Emma Sexton, director of She Says and founder of Make Your Words Work
If you want to delay having children because you have not met the right partner yet then someone offering to pay for your eggs to be frozen is a brilliant bonus. But the fact that a business is offering it implies to me that they are less concerned about your personal relationships and more concerned about you being able to make an ‘easier’ choice over your career or becoming a parent.
And this is a question I constantly see women who want children having to weigh up. Over and over again I hear the question ‘when is the right time for me to have a child?’ because they know full well that they will be pushed aside when they return to work and might never get their careers back on track. If this was offered to me I would be asking that ‘generous’ business if they would consider using that money for trialling new ways of working instead.
Redesigning their business so that all of their employees (women AND men) do not have to sacrifice their lives, wellbeing and parenthood for their careers. It is about time we did a total rethink on how we operate in the world of work because it doesn’t ‘work’ and currently women are suffering the most. On an email thread today someone posted “there's never a good time in your career to have a kid and a lengthy career break.” Well, maybe there should be, and that time should be anytime.
I remember considering this in my late 20s after a friend of mine was being mentored by an older woman who suggested that my friend should seriously do this. I considered it, as at the time I was convinced I didn’t want children but everyone told me I would change my mind. I thought about it as an insurance policy in case I was ever overcome with broodiness one morning but had left it too late. But the procedure is pretty awful – it is not as easy as it sounds.
It is a very good PR and marketing campaign - probably with the aim of attracting more women to these businesses. If a tech/digital business needs the PR so badly then go for it. But if they want great women working for them, and to stay working for them, then they should put their efforts into redesigning their businesses instead.
Jen Smith, head of planning at Maxus
My first reaction to this news was horror. Considering all the problems women experience in the tech industry (trolling, sexism, massive imbalance in policy and pay, for starters) this feels like an expensive cherry on top of a poorly baked cake. My second reaction was sadness for my daughters and their future careers.
I do think the intention is good; by all accounts both these companies have great 'family' policies in place.
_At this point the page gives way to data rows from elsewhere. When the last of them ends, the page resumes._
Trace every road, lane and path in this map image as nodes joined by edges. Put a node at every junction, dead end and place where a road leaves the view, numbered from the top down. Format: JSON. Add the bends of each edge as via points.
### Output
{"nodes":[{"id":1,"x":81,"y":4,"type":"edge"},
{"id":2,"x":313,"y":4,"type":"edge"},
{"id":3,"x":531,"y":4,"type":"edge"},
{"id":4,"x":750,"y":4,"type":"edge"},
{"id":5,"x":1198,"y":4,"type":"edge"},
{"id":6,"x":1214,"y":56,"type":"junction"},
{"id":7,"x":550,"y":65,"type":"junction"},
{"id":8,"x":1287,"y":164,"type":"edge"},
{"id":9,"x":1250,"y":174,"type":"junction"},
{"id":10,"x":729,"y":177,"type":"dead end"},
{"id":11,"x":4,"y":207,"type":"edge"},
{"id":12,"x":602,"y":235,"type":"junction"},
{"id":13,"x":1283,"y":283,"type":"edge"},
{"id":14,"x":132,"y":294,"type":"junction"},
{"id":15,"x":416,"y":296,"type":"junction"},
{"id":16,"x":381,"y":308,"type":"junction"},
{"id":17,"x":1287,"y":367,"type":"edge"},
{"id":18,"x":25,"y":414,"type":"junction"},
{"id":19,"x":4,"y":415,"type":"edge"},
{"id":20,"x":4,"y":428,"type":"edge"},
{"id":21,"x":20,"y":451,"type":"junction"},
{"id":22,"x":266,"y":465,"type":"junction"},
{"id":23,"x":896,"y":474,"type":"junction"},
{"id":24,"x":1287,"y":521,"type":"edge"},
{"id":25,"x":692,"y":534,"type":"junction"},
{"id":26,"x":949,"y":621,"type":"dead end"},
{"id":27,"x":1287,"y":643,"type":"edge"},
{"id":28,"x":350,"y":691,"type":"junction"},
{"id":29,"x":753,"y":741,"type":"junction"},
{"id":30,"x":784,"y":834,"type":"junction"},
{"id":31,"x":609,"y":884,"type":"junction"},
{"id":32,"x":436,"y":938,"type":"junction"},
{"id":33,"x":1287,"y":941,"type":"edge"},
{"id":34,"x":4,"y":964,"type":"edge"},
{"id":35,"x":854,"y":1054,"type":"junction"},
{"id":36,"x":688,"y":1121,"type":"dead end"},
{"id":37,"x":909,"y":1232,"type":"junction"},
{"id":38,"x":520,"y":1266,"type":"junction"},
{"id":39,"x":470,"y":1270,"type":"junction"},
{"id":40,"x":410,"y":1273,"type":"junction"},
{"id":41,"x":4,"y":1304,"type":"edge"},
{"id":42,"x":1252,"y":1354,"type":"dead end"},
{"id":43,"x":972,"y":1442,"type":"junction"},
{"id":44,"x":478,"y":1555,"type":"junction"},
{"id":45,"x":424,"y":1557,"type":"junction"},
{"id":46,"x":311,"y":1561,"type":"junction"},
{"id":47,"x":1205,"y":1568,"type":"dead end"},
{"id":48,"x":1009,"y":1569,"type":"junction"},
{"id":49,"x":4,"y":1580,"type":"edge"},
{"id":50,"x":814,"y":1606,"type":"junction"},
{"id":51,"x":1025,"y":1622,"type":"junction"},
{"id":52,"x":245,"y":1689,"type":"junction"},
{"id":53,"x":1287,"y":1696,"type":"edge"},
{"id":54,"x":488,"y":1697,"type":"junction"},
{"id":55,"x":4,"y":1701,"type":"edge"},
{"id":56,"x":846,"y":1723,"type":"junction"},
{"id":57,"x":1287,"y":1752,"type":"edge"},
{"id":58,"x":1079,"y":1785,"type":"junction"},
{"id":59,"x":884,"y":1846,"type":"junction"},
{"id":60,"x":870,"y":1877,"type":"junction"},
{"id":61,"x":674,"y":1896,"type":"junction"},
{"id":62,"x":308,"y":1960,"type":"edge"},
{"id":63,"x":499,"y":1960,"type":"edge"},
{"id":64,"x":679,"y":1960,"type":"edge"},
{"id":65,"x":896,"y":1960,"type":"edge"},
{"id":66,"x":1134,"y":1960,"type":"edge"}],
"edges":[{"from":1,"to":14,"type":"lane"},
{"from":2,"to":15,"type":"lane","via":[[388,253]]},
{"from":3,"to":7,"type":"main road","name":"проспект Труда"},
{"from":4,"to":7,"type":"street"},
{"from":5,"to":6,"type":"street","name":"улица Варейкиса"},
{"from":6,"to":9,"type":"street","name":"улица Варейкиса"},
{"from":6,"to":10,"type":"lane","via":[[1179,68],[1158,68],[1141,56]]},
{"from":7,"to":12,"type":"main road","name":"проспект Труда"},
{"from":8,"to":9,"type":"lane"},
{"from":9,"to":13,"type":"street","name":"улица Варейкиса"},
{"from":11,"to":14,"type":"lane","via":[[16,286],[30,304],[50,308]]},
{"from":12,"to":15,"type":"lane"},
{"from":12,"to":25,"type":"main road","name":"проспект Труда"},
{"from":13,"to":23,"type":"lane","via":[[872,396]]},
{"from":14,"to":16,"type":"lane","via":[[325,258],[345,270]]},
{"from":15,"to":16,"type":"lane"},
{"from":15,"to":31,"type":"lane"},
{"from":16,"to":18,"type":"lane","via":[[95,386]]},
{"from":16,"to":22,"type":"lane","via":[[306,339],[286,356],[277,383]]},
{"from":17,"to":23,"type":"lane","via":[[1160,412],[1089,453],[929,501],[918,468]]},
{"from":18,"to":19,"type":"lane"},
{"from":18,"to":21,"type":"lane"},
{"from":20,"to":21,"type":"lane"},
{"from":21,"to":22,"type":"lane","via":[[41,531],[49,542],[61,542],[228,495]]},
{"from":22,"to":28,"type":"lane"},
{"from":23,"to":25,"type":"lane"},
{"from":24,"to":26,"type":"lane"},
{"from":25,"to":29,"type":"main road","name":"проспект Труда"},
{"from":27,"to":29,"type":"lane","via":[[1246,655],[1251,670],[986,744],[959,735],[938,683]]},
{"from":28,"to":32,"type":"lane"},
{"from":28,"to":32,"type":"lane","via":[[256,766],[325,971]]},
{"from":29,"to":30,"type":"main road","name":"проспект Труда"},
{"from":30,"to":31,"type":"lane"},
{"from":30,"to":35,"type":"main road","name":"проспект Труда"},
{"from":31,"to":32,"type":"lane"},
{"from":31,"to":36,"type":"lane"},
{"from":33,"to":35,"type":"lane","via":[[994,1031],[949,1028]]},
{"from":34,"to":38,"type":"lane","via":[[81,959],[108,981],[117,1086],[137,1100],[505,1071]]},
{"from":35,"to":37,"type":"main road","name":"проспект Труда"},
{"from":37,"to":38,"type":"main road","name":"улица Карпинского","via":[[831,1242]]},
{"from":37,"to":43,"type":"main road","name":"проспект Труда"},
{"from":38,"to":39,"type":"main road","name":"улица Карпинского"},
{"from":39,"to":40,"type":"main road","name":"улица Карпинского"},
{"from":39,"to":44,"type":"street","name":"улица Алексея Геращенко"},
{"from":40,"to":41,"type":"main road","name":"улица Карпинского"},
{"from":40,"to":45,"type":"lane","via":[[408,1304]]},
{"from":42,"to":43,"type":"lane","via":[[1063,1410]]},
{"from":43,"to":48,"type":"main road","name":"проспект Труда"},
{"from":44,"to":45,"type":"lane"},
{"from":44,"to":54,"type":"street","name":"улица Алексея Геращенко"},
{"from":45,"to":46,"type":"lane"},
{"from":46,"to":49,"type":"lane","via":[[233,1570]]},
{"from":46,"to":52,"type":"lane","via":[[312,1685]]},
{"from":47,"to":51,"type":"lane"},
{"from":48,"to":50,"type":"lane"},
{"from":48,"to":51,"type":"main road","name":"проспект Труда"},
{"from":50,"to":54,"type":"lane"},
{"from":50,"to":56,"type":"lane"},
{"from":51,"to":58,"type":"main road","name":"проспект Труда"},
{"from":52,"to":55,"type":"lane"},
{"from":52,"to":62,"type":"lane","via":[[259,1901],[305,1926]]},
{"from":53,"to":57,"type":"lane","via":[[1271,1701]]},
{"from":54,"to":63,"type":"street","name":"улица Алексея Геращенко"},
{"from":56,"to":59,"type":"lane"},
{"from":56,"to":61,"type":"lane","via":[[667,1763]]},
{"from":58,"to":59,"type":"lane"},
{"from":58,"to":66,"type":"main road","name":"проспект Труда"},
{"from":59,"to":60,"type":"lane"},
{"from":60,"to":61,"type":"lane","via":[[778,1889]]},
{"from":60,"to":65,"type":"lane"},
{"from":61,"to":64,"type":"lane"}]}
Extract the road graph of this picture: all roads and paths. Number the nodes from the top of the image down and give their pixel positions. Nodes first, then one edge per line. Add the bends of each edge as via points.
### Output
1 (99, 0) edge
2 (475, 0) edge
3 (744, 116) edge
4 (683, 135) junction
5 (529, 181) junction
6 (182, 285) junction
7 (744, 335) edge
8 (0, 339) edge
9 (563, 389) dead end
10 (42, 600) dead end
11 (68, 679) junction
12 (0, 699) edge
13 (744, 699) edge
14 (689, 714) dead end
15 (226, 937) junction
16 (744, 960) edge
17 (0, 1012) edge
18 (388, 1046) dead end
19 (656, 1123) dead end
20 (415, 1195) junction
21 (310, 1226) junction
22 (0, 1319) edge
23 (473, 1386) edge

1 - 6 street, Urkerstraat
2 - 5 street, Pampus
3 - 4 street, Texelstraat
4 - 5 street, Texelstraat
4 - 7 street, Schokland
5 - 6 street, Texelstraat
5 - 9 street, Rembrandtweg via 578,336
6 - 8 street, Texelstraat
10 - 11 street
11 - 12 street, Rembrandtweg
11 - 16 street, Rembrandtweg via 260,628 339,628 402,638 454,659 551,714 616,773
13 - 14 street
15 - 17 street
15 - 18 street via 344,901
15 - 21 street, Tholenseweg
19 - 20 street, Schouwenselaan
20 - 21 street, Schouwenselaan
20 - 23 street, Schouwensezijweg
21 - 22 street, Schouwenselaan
Tech is a hugely male dominated industry, so any initiative that supports women is a positive. Comments on the fantastic Ada’s List even refer to the idea as 'incredibly progressive'.
However, I’m still not convinced. Firstly, making a family (generally) involves more than one decision maker. Is the same offer being extended to the partners of male colleagues within these firms? Then, egg freezing is extreme science - it has only just moved out of 'experimental' medicine status and is a painful procedure with uncertain results.
Thirdly, for best results you need to remove eggs fairly early on - in fact, every year counts. When I was 27, starting a family wasn’t even on my radar. Might this inadvertently imply that there is a 'mythical' right time to have a baby and that the right time, the subtext goes, isn’t now?
I want to give these companies the benefit of the doubt – I really do. Unfortunately, until this is part of a standardised company culture with an equal approach to female and male employees, then it remains merely a sticking plaster over a worrying symptom.